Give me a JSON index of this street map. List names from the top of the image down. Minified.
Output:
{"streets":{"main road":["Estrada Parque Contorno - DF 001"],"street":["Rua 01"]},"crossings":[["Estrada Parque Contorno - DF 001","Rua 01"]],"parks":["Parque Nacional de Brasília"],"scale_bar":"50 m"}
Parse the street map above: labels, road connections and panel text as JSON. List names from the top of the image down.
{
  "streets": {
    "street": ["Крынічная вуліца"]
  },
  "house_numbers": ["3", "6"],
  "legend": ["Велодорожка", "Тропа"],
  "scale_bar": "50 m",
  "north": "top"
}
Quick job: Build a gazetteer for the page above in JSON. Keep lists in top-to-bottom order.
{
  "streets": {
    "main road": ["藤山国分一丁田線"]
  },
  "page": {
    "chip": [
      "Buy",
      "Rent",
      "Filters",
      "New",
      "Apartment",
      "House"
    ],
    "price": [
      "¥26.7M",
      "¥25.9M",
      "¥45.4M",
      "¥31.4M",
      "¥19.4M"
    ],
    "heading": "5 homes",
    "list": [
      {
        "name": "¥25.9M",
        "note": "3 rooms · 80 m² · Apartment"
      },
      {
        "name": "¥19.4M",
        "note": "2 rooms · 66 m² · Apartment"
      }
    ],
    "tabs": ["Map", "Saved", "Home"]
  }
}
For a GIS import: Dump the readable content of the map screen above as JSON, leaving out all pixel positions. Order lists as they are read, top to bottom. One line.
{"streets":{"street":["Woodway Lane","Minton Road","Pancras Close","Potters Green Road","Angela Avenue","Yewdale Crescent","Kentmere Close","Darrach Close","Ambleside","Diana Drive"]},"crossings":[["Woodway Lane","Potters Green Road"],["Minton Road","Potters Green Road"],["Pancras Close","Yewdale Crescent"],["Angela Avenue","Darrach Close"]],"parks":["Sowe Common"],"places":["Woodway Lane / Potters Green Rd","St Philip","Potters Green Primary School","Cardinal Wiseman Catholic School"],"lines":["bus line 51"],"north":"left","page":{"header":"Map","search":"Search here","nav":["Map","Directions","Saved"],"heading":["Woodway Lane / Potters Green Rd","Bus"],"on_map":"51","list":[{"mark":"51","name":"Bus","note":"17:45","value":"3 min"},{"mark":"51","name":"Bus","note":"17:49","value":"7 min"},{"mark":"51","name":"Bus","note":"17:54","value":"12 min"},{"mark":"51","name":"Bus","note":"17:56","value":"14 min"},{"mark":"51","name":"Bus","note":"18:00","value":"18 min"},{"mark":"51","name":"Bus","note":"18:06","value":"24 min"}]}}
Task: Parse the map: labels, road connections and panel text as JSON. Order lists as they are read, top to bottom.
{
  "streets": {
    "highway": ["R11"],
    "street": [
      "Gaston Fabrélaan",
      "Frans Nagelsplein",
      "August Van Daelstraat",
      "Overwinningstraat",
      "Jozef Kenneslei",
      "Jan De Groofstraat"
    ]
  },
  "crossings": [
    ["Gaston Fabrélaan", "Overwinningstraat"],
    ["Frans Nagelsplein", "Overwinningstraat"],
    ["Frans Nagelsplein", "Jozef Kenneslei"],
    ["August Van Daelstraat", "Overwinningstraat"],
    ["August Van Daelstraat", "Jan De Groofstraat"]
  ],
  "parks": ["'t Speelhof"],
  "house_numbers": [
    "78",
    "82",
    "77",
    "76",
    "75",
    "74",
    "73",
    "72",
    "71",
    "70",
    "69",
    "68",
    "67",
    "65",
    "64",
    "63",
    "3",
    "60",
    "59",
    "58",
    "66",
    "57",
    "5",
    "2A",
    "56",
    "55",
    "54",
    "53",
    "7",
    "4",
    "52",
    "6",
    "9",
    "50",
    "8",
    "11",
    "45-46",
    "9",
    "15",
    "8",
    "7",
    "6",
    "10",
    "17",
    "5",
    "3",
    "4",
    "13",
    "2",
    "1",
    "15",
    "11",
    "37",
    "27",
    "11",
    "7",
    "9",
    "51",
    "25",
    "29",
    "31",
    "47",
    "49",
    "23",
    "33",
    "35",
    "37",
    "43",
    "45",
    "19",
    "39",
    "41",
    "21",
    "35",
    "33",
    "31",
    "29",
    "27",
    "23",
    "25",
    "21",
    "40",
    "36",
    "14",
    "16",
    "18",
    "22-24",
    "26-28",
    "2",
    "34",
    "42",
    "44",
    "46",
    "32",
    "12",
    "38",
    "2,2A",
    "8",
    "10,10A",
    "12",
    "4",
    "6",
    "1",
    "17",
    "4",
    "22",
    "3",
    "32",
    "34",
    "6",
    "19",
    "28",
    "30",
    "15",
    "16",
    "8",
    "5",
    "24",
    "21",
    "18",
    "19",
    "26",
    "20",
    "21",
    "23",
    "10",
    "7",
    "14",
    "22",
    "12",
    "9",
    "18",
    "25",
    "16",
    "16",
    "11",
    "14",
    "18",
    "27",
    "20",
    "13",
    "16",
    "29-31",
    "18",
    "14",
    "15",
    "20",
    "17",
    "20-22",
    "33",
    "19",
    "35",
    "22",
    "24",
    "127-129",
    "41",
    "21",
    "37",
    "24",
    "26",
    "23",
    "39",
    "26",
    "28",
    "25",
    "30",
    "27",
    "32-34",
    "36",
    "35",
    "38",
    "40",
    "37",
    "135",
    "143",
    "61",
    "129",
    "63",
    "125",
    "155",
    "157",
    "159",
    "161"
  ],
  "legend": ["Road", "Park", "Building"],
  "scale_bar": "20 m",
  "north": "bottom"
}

**Description of the task:** Count, in the records above, the lines that contain the word "down"; the answer is that number alone.

**Answer to this task:** 2